• _Required action_
The pictures do not go in the copy. Reproduce the rest of the entries exactly.

•••••

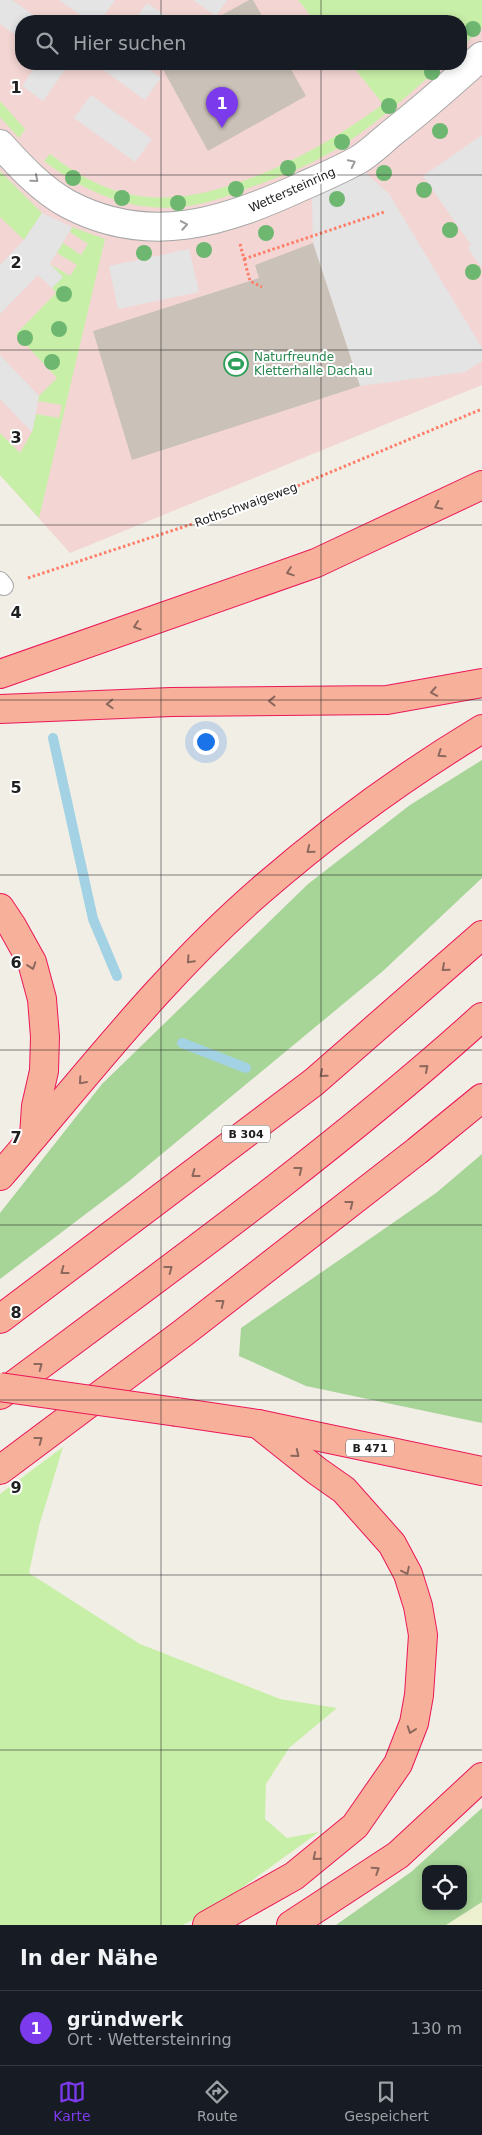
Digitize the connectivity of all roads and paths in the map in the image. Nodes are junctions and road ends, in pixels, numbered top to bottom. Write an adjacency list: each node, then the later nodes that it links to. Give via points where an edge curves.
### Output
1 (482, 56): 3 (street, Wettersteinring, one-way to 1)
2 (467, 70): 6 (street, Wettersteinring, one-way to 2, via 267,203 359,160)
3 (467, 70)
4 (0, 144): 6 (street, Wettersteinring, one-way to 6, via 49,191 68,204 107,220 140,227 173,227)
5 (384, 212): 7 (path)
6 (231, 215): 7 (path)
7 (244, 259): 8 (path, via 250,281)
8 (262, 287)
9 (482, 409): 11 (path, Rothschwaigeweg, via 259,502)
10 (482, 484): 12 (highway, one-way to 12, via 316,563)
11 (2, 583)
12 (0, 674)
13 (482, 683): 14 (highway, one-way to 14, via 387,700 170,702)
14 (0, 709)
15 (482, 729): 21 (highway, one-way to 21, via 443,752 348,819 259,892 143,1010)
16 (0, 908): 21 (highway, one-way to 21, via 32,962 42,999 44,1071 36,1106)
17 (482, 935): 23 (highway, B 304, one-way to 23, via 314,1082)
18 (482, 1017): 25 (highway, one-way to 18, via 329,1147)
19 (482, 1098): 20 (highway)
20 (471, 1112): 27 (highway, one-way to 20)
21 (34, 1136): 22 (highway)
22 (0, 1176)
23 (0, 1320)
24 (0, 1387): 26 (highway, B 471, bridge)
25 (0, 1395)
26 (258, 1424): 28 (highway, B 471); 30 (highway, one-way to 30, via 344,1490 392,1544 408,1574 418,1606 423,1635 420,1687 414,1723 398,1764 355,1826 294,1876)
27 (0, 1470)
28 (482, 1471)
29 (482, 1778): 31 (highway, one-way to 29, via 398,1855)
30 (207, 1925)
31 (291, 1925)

•••••

• _Written reply_
Digitize the connectivity of all roads and paths in the map in the image. Nodes are junctions and road ends, in pixels, numbered top to bottom. Write an adjacency list: each node, then the later nodes that it links to. Give via points where an edge curves.
### Output
1 (482, 56): 3 (street, Wettersteinring, one-way to 1)
2 (467, 70): 6 (street, Wettersteinring, one-way to 2, via 267,203 359,160)
3 (467, 70)
4 (0, 144): 6 (street, Wettersteinring, one-way to 6, via 49,191 68,204 107,220 140,227 173,227)
5 (384, 212): 7 (path)
6 (231, 215): 7 (path)
7 (244, 259): 8 (path, via 250,281)
8 (262, 287)
9 (482, 409): 11 (path, Rothschwaigeweg, via 259,502)
10 (482, 484): 12 (highway, one-way to 12, via 316,563)
11 (2, 583)
12 (0, 674)
13 (482, 683): 14 (highway, one-way to 14, via 387,700 170,702)
14 (0, 709)
15 (482, 729): 21 (highway, one-way to 21, via 443,752 348,819 259,892 143,1010)
16 (0, 908): 21 (highway, one-way to 21, via 32,962 42,999 44,1071 36,1106)
17 (482, 935): 23 (highway, B 304, one-way to 23, via 314,1082)
18 (482, 1017): 25 (highway, one-way to 18, via 329,1147)
19 (482, 1098): 20 (highway)
20 (471, 1112): 27 (highway, one-way to 20)
21 (34, 1136): 22 (highway)
22 (0, 1176)
23 (0, 1320)
24 (0, 1387): 26 (highway, B 471, bridge)
25 (0, 1395)
26 (258, 1424): 28 (highway, B 471); 30 (highway, one-way to 30, via 344,1490 392,1544 408,1574 418,1606 423,1635 420,1687 414,1723 398,1764 355,1826 294,1876)
27 (0, 1470)
28 (482, 1471)
29 (482, 1778): 31 (highway, one-way to 29, via 398,1855)
30 (207, 1925)
31 (291, 1925)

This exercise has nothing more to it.